Exercise directions:
Scan the entries below. List each line with "scale".

<<<<

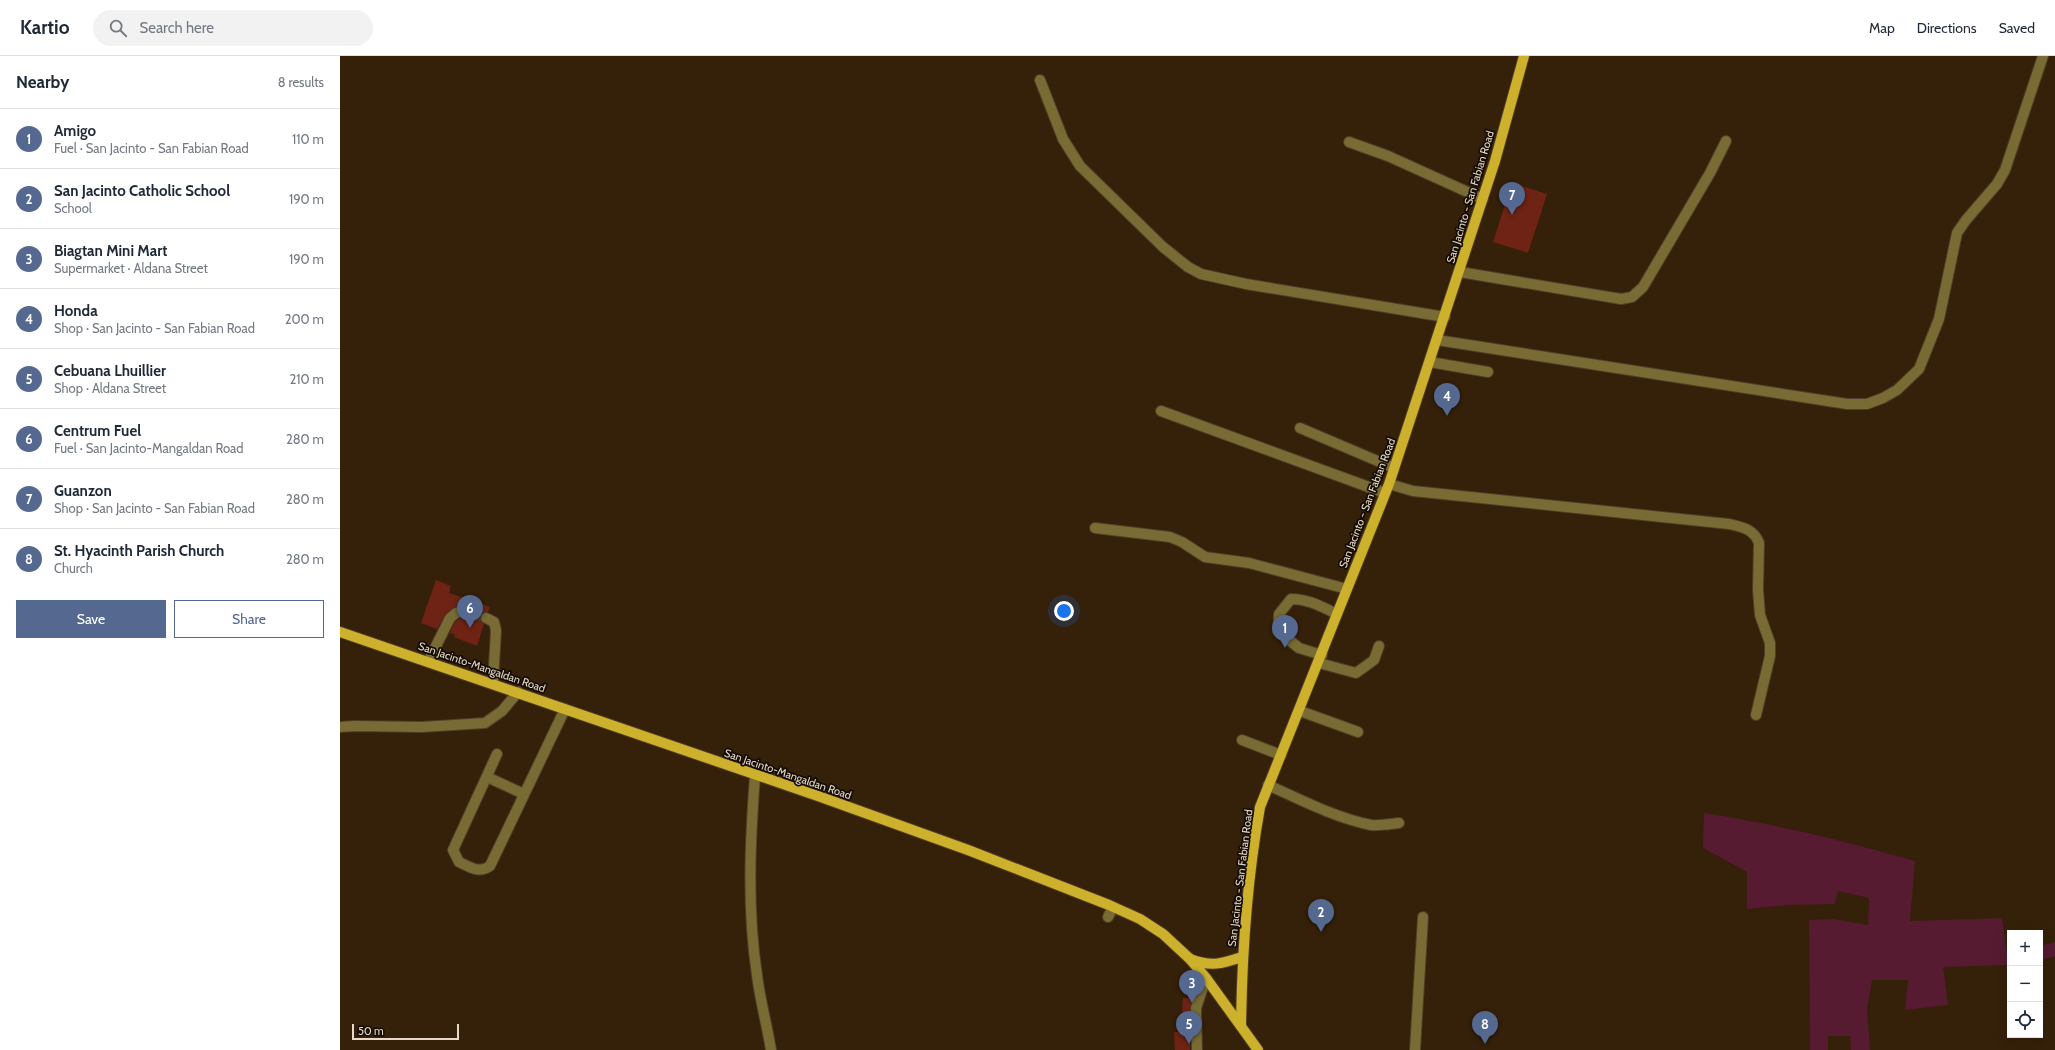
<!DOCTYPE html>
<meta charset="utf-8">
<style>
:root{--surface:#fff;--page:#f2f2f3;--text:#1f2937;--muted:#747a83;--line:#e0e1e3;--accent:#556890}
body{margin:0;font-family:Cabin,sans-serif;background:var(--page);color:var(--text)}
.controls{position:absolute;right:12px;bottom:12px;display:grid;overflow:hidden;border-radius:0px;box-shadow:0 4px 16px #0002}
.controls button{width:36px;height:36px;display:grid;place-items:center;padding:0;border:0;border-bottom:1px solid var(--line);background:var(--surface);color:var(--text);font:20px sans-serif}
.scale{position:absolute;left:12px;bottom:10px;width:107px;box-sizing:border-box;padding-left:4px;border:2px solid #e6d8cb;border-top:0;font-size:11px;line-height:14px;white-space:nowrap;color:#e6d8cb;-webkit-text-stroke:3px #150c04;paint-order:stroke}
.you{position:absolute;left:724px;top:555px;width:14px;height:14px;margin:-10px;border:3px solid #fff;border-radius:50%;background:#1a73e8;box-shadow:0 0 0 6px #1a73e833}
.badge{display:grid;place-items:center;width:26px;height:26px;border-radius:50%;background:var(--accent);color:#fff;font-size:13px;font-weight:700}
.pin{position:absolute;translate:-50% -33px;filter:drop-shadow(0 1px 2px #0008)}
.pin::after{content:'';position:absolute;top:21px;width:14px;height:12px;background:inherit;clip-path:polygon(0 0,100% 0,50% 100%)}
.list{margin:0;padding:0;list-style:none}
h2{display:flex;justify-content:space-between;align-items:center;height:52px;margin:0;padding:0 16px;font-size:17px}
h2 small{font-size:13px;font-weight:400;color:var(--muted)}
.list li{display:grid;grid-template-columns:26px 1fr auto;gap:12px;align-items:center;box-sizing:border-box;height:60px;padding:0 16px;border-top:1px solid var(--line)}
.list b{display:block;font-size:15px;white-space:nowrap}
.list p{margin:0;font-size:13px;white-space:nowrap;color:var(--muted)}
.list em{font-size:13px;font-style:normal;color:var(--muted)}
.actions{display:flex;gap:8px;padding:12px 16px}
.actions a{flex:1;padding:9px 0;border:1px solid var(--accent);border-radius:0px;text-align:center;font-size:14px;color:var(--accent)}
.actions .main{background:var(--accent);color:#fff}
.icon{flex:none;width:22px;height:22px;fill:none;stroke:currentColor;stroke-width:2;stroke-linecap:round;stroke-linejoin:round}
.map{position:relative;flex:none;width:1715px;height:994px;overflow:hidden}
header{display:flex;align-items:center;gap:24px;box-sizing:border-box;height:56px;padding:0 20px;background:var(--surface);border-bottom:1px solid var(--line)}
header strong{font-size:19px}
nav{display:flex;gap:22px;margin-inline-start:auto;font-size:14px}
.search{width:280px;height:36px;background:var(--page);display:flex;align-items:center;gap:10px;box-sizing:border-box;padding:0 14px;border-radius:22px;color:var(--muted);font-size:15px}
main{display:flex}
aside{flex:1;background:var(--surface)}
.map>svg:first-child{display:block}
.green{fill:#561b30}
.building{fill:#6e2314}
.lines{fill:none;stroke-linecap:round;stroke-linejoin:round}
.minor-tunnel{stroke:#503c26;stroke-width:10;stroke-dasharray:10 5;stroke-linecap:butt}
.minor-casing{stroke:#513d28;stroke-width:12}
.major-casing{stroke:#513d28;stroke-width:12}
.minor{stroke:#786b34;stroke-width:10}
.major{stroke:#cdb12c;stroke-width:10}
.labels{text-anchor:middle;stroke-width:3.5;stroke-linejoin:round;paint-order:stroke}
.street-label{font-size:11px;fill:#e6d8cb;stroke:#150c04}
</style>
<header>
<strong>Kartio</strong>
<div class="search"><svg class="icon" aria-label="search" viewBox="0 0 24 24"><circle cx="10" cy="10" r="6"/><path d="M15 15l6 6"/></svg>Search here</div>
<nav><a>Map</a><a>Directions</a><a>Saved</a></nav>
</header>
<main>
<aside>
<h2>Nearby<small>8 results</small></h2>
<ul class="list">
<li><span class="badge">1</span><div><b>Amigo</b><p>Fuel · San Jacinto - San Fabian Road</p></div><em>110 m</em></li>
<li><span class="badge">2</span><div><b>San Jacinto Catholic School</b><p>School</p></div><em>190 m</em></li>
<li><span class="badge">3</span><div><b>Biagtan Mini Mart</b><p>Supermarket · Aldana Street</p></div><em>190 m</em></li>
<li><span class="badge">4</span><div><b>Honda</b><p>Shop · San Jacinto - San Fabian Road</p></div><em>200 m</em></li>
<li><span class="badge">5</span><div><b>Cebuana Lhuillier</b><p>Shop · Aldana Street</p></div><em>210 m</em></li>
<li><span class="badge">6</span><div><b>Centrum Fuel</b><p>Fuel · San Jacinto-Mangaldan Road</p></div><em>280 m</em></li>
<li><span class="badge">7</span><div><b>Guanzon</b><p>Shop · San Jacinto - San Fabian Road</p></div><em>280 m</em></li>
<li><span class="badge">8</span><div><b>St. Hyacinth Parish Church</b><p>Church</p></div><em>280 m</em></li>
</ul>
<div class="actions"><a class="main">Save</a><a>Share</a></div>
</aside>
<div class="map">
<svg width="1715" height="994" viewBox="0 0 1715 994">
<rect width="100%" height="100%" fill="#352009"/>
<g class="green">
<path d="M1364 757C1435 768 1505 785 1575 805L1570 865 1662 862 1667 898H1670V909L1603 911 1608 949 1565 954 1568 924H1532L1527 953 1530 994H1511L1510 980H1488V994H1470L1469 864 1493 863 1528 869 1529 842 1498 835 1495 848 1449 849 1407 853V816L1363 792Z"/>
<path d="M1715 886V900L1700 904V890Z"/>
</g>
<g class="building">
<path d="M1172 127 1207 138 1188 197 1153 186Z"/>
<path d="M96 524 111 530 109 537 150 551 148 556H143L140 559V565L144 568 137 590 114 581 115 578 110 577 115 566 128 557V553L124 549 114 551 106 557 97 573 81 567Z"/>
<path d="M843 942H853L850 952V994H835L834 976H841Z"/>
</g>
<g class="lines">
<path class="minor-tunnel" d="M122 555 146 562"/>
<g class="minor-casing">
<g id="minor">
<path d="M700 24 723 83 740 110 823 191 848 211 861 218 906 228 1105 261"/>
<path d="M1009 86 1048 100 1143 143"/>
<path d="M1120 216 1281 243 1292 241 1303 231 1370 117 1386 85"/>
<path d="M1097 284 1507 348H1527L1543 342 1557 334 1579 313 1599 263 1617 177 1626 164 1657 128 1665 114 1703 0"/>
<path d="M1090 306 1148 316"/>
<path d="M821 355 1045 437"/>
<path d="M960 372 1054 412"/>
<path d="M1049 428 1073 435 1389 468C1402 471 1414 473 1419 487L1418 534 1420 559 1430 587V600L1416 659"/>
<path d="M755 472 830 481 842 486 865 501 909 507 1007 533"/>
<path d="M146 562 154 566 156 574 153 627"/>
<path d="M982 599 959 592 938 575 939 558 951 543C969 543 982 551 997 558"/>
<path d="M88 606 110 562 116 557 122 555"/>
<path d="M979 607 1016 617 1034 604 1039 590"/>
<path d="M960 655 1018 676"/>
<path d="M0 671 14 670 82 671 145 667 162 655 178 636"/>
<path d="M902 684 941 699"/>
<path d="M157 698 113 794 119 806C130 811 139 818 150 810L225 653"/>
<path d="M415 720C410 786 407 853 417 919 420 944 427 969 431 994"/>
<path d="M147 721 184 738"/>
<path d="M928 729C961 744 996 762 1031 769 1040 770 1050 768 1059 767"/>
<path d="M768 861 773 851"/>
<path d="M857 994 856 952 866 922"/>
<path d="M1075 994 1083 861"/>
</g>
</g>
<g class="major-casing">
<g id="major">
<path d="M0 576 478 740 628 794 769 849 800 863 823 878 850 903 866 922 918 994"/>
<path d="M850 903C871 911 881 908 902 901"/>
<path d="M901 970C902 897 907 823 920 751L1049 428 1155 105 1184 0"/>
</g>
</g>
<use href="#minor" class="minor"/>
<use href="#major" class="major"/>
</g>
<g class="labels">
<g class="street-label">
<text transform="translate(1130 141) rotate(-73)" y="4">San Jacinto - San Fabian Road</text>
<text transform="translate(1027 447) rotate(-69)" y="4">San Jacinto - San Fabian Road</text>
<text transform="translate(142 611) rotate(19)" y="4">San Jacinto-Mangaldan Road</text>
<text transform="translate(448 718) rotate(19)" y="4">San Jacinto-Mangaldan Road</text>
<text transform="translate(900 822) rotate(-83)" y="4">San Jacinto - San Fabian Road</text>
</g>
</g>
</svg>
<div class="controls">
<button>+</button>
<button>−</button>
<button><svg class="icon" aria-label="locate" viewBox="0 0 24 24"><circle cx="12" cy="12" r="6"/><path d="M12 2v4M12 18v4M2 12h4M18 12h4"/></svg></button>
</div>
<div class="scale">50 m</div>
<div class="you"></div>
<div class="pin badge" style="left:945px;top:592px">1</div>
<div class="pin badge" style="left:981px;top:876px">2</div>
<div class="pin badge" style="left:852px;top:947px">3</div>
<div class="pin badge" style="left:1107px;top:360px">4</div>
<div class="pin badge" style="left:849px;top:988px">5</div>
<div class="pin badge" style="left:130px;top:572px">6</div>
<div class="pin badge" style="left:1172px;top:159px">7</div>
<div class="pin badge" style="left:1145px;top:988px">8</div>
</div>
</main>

>>>>

Task solution:
.scale{position:absolute;left:12px;bottom:10px;width:107px;box-sizing:border-box;padding-left:4px;border:2px solid #e6d8cb;border-top:0;font-size:11px;line-height:14px;white-space:nowrap;color:#e6d8cb;-webkit-text-stroke:3px #150c04;paint-order:stroke}
<div class="scale">50 m</div>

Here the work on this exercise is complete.